In its opinion in Bradwell v. Illinois, the Supreme Court held that Illinois’s refusal to grant a woman a license to practice law did not violate any provision of the U.S. Constitution, and further held that the right to practice law in state court is not a privilege or immunity of citizenship within the meaning of the first section of the Fourteenth Amendment.

In an opinion concurring in the Court’s judgment, Justice Bradley went further and said,

[T]he civil law, as well as nature herself, has always recognized a wide difference in the respective spheres and destinies of man and woman. Man is, or should be, woman’s protector and defender. The natural and proper timidity and delicacy which belongs to the female sex evidently unfits it for many of the occupations of civil life.

Bradwell, 83 U.S. at 141 (Bradley, J., concurring).

Belva Lockwood: U.S. Supreme Court Trailblazer

In 1876, a woman would return to the Supreme Court. This time, she did so with the aim of gaining admission to the U.S. Supreme Court Bar. That woman was Belva Lockwood. Her pathway to the Supreme Court Bar was full of obstacles, all of which she overcame with tenacity.

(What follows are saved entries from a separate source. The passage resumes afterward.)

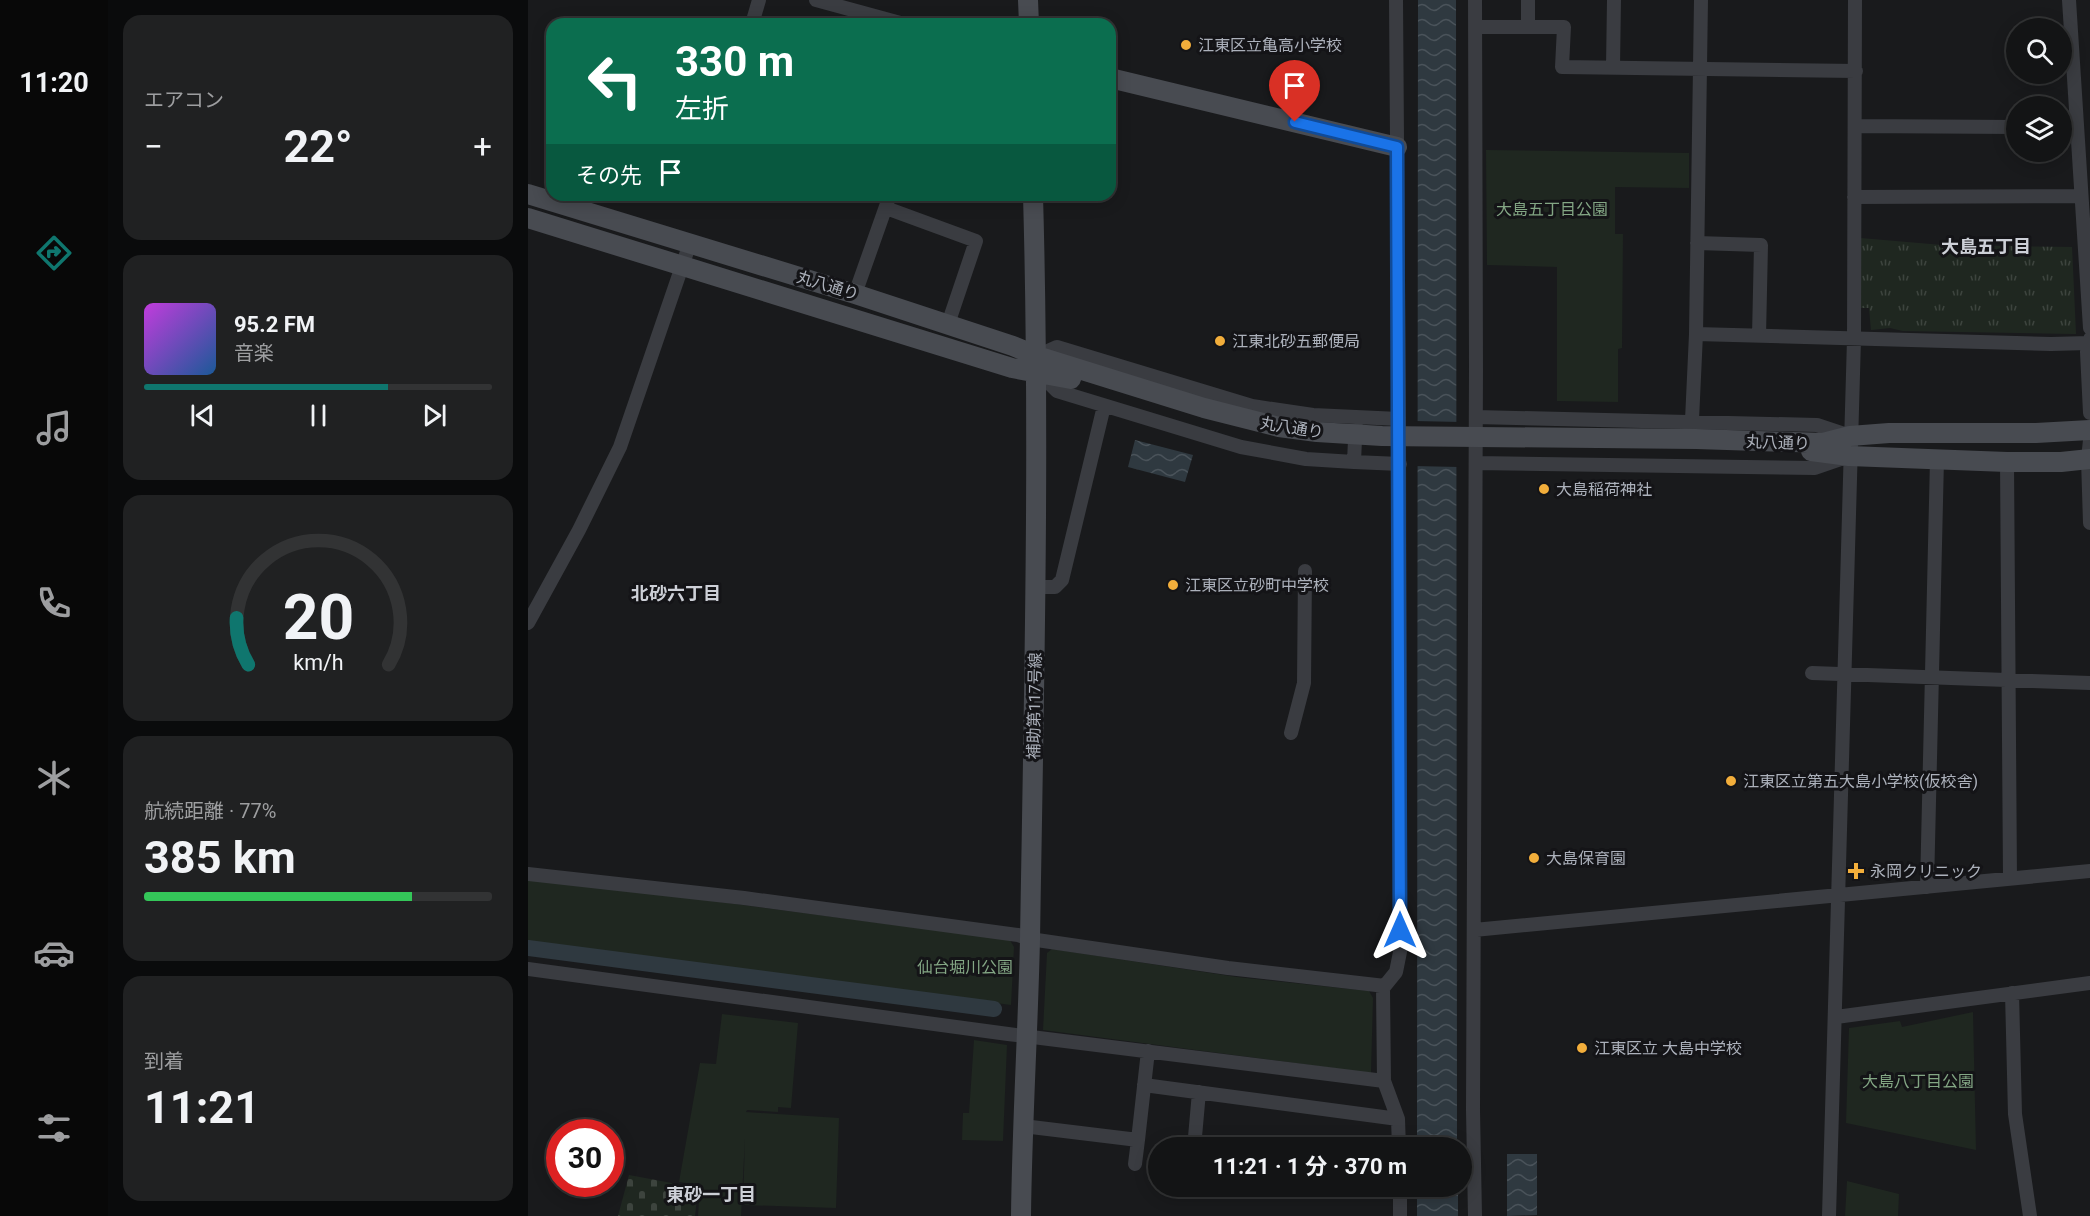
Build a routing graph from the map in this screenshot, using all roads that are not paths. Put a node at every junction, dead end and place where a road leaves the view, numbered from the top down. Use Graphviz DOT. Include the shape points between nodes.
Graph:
graph roads {
  1 [pos="759,0"];
  2 [pos="816,0"];
  3 [pos="1028,0"];
  4 [pos="1396,0"];
  5 [pos="1475,0"];
  6 [pos="1528,0"];
  7 [pos="1614,0"];
  8 [pos="1701,0"];
  9 [pos="1855,0"];
  10 [pos="2069,0"];
  11 [pos="754,18"];
  12 [pos="882,18"];
  13 [pos="1029,18"];
  14 [pos="1475,27"];
  15 [pos="1528,27"];
  16 [pos="1613,67"];
  17 [pos="1701,68"];
  18 [pos="1856,71"];
  19 [pos="1116,79"];
  20 [pos="2082,120"];
  21 [pos="1855,126"];
  22 [pos="2006,128"];
  23 [pos="1397,147"];
  24 [pos="528,194"];
  25 [pos="2081,196"];
  26 [pos="1854,197"];
  27 [pos="546,199"];
  28 [pos="551,201"];
  29 [pos="888,201"];
  30 [pos="1033,201"];
  31 [pos="528,218"];
  32 [pos="690,243"];
  33 [pos="1697,243"];
  34 [pos="683,266"];
  35 [pos="855,294"];
  36 [pos="948,324"];
  37 [pos="2090,328"];
  38 [pos="1696,334"];
  39 [pos="1759,336"];
  40 [pos="1854,339"];
  41 [pos="2090,339"];
  42 [pos="2089,343"];
  43 [pos="1037,364"];
  44 [pos="1104,406"];
  45 [pos="2090,413"];
  46 [pos="1356,417"];
  47 [pos="1476,417"];
  48 [pos="1400,419"];
  49 [pos="1692,420"];
  50 [pos="2090,430"];
  51 [pos="1850,436"];
  52 [pos="1822,447"];
  53 [pos="2089,453"];
  54 [pos="1849,456"];
  55 [pos="1937,459"];
  56 [pos="1354,462"];
  57 [pos="2007,462"];
  58 [pos="1476,463"];
  59 [pos="1400,464"];
  60 [pos="2090,523"];
  61 [pos="1305,571"];
  62 [pos="1035,587"];
  63 [pos="528,623"];
  64 [pos="1812,673"];
  65 [pos="1845,674"];
  66 [pos="1932,679"];
  67 [pos="2009,681"];
  68 [pos="2090,683"];
  69 [pos="1291,733"];
  70 [pos="2090,871"];
  71 [pos="528,874"];
  72 [pos="2010,879"];
  73 [pos="1927,887"];
  74 [pos="1839,896"];
  75 [pos="1474,930"];
  76 [pos="1030,939"];
  77 [pos="528,969"];
  78 [pos="2090,983"];
  79 [pos="1385,986"];
  80 [pos="2012,993"];
  81 [pos="1836,1017"];
  82 [pos="1026,1036"];
  83 [pos="1148,1051"];
  84 [pos="1384,1082"];
  85 [pos="1144,1085"];
  86 [pos="1199,1092"];
  87 [pos="1398,1119"];
  88 [pos="1023,1126"];
  89 [pos="1195,1137"];
  90 [pos="1399,1137"];
  91 [pos="1138,1140"];
  92 [pos="1135,1164"];
  93 [pos="1400,1197"];
  94 [pos="1021,1216"];
  95 [pos="1400,1216"];
  96 [pos="1475,1216"];
  97 [pos="1829,1216"];
  98 [pos="2030,1216"];
  1 -- 11 [label="street"];
  2 -- 12 [label="street"];
  3 -- 13 [label="main road"];
  4 -- 23 [label="street"];
  5 -- 14 [label="street"];
  6 -- 15 [label="street"];
  7 -- 16 [label="street"];
  8 -- 17 [label="street"];
  9 -- 18 [label="street"];
  10 -- 20 [label="street"];
  14 -- 15 [label="street"];
  14 -- 47 [label="street"];
  15 -- 16 [label="street" via="1564,27 1562,67"];
  16 -- 17 [label="street"];
  17 -- 18 [label="street"];
  17 -- 33 [label="street"];
  18 -- 21 [label="street"];
  19 -- 23 [label="main road"];
  20 -- 25 [label="street"];
  21 -- 22 [label="street"];
  21 -- 26 [label="street"];
  23 -- 48 [label="street"];
  24 -- 27 [label="main road, 丸八通り"];
  25 -- 26 [label="street"];
  25 -- 37 [label="street"];
  26 -- 40 [label="street"];
  28 -- 32 [label="main road, 丸八通り"];
  29 -- 35 [label="street"];
  29 -- 36 [label="street" via="976,242"];
  30 -- 43 [label="main road, 補助第117号線"];
  31 -- 34 [label="main road, 丸八通り"];
  32 -- 34 [label="street"];
  32 -- 35 [label="main road, 丸八通り"];
  33 -- 38 [label="street"];
  33 -- 39 [label="street" via="1761,244"];
  34 -- 43 [label="main road, 丸八通り" via="1012,368"];
  34 -- 63 [label="street" via="621,447"];
  35 -- 36 [label="main road, 丸八通り"];
  36 -- 43 [label="main road, 丸八通り" via="1013,346"];
  38 -- 39 [label="street"];
  38 -- 49 [label="street"];
  39 -- 40 [label="street"];
  40 -- 42 [label="street"];
  40 -- 51 [label="street"];
  41 -- 42 [label="street"];
  42 -- 45 [label="street"];
  43 -- 44 [label="street" via="1057,391"];
  43 -- 46 [label="street" via="1057,347 1252,406"];
  43 -- 52 [label="main road, 丸八通り" via="1245,419 1317,432 1696,439"];
  43 -- 62 [label="main road, 補助第117号線"];
  44 -- 56 [label="street" via="1241,447 1306,459"];
  44 -- 62 [label="street" via="1062,580 1054,587"];
  46 -- 48 [label="street"];
  46 -- 56 [label="street"];
  47 -- 49 [label="street"];
  47 -- 58 [label="street"];
  48 -- 59 [label="street"];
  49 -- 51 [label="street" via="1816,425"];
  50 -- 51 [label="main road, 丸八通り"];
  51 -- 52 [label="main road, 丸八通り"];
  51 -- 54 [label="street"];
  52 -- 54 [label="main road, 丸八通り"];
  53 -- 57 [label="main road, 丸八通り" via="2061,462"];
  53 -- 60 [label="street"];
  54 -- 55 [label="main road, 丸八通り"];
  54 -- 58 [label="street" via="1815,468"];
  54 -- 65 [label="street"];
  55 -- 57 [label="main road, 丸八通り"];
  55 -- 66 [label="street"];
  56 -- 59 [label="street"];
  57 -- 67 [label="street"];
  58 -- 75 [label="street"];
  59 -- 79 [label="street" via="1400,952 1396,972"];
  61 -- 69 [label="street" via="1304,683"];
  62 -- 76 [label="main road, 補助第117号線"];
  64 -- 65 [label="street"];
  65 -- 66 [label="street"];
  65 -- 74 [label="street"];
  66 -- 67 [label="street"];
  66 -- 73 [label="street"];
  67 -- 68 [label="street"];
  67 -- 72 [label="street"];
  70 -- 72 [label="street"];
  71 -- 76 [label="street" via="744,898"];
  72 -- 73 [label="street"];
  73 -- 74 [label="street"];
  74 -- 75 [label="street"];
  74 -- 81 [label="street"];
  75 -- 96 [label="street"];
  76 -- 79 [label="street"];
  76 -- 82 [label="main road, 補助第117号線"];
  77 -- 82 [label="street"];
  78 -- 80 [label="street"];
  79 -- 84 [label="street"];
  80 -- 81 [label="street"];
  80 -- 98 [label="street" via="2015,1114"];
  81 -- 97 [label="street"];
  82 -- 83 [label="street"];
  82 -- 88 [label="main road, 補助第117号線"];
  83 -- 84 [label="street"];
  83 -- 85 [label="street"];
  84 -- 87 [label="street"];
  85 -- 86 [label="street"];
  85 -- 91 [label="street"];
  86 -- 87 [label="street"];
  86 -- 89 [label="street"];
  87 -- 90 [label="street"];
  88 -- 91 [label="street"];
  88 -- 94 [label="main road, 補助第117号線"];
  91 -- 92 [label="street"];
  93 -- 95 [label="street"];
}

Lockwood applied to the Columbian Law School in Washington, D.C., in 1870. The school’s trustees denied her admission, citing their belief that she would prove a distraction to the male students. She was later accepted to the new National University Law School (now part of The George Washington University). She completed her legal studies in 1873, but the school was unwilling to grant her a diploma on the basis of her gender. Without a diploma, Lockwood was unable to gain admittance to the bar.

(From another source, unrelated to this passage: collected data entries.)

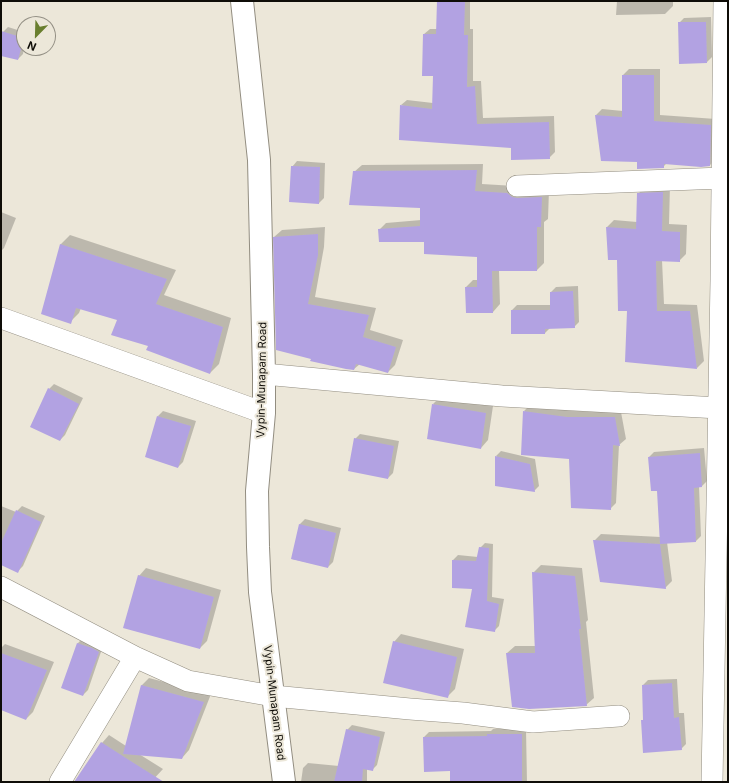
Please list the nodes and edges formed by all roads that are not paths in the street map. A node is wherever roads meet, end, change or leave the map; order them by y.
1 (242, 1) edge
2 (724, 1) edge
3 (726, 100) edge
4 (722, 178) junction
5 (517, 186) dead end
6 (724, 281) edge
7 (1, 318) edge
8 (264, 374) junction
9 (719, 408) junction
10 (264, 413) junction
11 (723, 438) edge
12 (1, 587) edge
13 (135, 657) junction
14 (273, 696) junction
15 (619, 716) dead end
16 (60, 782) edge
17 (284, 782) edge
18 (712, 782) edge

1 - 8 main road, Vypin-Munapam Road
2 - 3 street
3 - 4 street
4 - 5 street
4 - 6 street
6 - 9 street
7 - 10 street
8 - 9 street
8 - 10 main road, Vypin-Munapam Road
9 - 11 street
10 - 14 main road, Vypin-Munapam Road
11 - 18 street
12 - 13 street
13 - 14 street
13 - 16 street
14 - 15 street
14 - 17 main road, Vypin-Munapam Road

In September 1873, Lockwood wrote a letter to President Ulysses S. Grant, who also served as president of National University, appealing to him to intervene on her behalf. She explained that she had passed all of her courses and deserved to be awarded a diploma. A week after sending the letter, Lockwood received her diploma. She was 43. With her admission to the District of Columbia Bar, Lockwood became one of the first female lawyers in the United States.

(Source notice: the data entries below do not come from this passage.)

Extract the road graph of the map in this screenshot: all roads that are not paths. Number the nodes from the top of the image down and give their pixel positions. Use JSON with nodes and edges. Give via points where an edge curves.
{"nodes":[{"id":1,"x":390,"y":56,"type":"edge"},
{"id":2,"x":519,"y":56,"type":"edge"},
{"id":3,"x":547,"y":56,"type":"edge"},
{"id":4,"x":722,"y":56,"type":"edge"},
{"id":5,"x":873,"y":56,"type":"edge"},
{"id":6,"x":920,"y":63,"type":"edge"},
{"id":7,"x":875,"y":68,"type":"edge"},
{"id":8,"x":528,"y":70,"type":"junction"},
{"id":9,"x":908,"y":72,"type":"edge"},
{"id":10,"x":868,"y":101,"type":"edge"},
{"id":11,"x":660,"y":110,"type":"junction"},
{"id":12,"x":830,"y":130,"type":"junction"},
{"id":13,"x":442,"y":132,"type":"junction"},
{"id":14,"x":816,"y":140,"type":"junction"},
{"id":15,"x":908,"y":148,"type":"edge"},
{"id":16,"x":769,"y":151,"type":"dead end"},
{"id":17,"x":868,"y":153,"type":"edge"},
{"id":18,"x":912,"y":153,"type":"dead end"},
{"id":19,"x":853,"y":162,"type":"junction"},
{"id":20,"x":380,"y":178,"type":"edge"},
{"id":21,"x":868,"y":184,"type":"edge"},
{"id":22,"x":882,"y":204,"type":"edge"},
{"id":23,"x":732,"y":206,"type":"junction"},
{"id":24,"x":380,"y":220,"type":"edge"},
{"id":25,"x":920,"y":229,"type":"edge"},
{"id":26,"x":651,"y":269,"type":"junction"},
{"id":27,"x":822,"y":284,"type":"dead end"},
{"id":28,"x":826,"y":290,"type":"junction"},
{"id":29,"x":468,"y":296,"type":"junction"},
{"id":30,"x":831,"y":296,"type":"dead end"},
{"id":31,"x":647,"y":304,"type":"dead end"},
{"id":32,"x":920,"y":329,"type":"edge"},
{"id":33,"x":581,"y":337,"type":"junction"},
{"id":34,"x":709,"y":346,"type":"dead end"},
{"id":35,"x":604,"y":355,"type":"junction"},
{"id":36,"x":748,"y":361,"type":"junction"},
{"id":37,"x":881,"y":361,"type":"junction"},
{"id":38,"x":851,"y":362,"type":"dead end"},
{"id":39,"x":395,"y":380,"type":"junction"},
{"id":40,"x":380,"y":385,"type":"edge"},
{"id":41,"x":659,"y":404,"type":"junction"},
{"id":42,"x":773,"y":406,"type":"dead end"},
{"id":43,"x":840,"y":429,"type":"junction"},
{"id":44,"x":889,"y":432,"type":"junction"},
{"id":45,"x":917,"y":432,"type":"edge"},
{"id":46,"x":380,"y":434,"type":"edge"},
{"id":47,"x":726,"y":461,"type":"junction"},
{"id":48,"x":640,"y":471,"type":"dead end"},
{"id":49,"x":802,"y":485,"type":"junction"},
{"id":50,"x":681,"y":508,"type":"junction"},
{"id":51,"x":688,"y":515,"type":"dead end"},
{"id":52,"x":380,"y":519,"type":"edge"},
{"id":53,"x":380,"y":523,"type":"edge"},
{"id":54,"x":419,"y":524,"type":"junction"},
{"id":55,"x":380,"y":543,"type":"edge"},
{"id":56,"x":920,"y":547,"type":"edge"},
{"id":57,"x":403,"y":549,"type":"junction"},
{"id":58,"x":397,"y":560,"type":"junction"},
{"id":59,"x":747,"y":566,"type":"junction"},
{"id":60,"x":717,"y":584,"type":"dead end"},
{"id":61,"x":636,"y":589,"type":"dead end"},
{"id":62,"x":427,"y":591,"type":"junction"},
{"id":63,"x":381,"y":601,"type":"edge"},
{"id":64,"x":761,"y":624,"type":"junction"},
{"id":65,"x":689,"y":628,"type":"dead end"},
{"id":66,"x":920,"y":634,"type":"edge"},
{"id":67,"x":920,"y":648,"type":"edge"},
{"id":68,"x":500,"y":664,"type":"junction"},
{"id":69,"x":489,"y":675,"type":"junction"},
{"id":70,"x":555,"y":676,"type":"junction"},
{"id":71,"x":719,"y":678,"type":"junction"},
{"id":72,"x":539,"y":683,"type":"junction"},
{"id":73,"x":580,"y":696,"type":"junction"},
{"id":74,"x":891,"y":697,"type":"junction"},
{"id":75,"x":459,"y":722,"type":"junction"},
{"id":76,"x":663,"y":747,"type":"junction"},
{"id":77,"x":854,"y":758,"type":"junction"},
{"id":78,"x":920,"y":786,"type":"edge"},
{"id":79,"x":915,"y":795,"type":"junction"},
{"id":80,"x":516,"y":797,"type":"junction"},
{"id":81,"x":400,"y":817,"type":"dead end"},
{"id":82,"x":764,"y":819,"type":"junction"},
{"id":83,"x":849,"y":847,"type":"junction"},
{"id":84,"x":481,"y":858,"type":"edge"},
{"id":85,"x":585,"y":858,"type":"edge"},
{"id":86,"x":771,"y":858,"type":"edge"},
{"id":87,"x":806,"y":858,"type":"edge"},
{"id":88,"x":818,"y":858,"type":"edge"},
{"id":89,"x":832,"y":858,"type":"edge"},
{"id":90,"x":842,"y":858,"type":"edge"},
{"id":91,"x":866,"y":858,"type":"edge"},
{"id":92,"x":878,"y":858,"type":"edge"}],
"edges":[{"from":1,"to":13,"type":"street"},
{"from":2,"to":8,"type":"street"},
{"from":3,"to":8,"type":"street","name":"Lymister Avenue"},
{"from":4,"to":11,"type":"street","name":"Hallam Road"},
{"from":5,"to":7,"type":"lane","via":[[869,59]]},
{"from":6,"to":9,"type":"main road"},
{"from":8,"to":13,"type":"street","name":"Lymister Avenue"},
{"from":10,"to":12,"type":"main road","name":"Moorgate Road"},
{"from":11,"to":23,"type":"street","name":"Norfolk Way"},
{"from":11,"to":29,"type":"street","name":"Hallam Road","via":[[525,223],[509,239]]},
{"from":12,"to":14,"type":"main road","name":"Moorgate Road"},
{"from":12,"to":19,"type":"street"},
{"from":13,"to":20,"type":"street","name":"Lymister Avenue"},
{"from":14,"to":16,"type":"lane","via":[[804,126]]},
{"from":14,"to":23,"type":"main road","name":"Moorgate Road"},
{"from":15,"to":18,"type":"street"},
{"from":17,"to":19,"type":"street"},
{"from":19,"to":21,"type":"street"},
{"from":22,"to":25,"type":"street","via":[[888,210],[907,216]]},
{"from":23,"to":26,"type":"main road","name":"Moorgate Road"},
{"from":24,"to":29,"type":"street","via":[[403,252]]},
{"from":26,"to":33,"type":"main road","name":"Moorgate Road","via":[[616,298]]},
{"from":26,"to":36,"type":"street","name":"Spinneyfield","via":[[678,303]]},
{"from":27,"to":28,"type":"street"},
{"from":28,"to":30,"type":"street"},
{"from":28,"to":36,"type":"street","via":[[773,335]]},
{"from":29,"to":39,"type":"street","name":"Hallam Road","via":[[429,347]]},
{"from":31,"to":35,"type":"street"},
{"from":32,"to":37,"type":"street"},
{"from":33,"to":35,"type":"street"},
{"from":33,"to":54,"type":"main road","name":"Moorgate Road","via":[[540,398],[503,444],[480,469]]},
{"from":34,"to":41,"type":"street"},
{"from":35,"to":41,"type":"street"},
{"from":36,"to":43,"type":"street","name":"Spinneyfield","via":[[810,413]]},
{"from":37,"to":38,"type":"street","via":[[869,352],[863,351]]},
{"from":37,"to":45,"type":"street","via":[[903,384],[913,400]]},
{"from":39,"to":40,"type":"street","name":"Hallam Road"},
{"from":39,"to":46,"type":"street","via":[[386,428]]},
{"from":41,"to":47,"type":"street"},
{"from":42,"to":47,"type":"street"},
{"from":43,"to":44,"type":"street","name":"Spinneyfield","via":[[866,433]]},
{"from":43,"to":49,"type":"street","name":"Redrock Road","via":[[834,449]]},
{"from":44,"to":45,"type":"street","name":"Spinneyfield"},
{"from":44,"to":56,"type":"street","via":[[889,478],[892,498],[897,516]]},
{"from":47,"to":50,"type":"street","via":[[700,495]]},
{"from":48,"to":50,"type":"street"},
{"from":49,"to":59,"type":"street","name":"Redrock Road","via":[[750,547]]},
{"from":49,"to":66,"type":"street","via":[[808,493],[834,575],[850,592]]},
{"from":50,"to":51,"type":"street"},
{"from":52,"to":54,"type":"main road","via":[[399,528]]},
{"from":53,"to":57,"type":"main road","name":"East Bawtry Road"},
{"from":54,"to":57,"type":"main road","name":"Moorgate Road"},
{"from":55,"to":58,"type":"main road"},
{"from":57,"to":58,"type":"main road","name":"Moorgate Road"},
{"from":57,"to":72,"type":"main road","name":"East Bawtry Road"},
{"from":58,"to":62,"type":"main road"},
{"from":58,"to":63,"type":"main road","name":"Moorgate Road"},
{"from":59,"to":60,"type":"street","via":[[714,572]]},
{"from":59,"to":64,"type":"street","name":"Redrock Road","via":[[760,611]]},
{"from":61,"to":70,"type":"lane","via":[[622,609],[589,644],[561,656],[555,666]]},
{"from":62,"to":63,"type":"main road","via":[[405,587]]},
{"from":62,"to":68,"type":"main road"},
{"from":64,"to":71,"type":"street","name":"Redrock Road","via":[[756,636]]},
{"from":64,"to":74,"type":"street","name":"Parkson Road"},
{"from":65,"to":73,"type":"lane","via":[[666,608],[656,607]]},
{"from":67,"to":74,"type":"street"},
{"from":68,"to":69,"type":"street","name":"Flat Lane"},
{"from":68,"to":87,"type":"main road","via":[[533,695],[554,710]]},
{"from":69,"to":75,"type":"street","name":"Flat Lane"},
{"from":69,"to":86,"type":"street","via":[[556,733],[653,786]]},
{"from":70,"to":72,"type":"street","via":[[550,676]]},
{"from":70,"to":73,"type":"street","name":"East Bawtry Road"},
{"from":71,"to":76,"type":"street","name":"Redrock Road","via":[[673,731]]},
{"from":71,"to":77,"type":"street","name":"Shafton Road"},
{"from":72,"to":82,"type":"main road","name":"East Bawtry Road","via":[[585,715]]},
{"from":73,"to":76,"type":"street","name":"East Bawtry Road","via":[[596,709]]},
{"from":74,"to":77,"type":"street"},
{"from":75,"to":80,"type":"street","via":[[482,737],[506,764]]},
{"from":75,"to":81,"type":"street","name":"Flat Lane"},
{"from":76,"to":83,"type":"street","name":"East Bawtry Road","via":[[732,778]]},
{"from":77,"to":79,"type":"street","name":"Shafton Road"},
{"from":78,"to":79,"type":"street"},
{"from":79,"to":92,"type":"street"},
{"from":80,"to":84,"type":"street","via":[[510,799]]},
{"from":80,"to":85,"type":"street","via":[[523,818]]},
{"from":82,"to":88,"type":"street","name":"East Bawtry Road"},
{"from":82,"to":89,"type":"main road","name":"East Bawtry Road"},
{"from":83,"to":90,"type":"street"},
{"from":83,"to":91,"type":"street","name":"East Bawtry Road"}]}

In 1876, she sought to gain admission to the U.S. Supreme Court Bar. After applying, she received a note from Chief Justice Morrison R. Waite, stating, “By the uniform practice of the Court from its organization to the present time, and by the fair construction of its rules, none but men are permitted to practice before it as attorneys and counselors.”

Never one to accept the status quo, Lockwood drafted a bill that would require women to have the same access as male lawyers to the Supreme Court Bar. After she vigorously lobbied Congress for several years, in 1879 Congress passed and President Rutherford B. Hayes signed a law requiring that all qualified women lawyers be admitted to practice before the U.S. Supreme Court.

Lockwood became the first woman member of the U.S. Supreme Court Bar and would become the first woman to argue before the Court—in the case of Kaiser v. Stickney. S. Ct. No. 90 (Dec. 13, 1880).

Based on research conducted by Marlene Trestman, Kimberly Robinson, Emma Shainwald, and me, a total of 758 women have been identified who have argued a total of 1,523 times before the full U.S. Supreme Court since Belva Lockwood became the first woman to do so in 1880. According to Robinson, the number of female advocates in recent terms has ranged from 12 percent to 21 percent. While progress has been made since 1880, there is a quite a bit of work that still needs to be done to achieve gender parity regarding who argues before the Supreme Court. Julie Silverbrook, Belva Ann Lockwood: A Supreme Court Trailblazer, Julie Silverbrook’s Blog (Oct. 7, 2016); Rebels at the Supreme Court Bar, Mayer Brown (last visited Aug. 19, 2020); Marlene Trestman, First 101 Women to Argue at the United States Supreme Court, Supreme Court Historical Soc’y (July 10, 2014); Kimberly Robinson, An Uphill Battle for Women Supreme Court Advocates Gets Steeper, Bloomberg Law (May 15, 2020). (The full list of women advocates is on file with the author and available upon request.)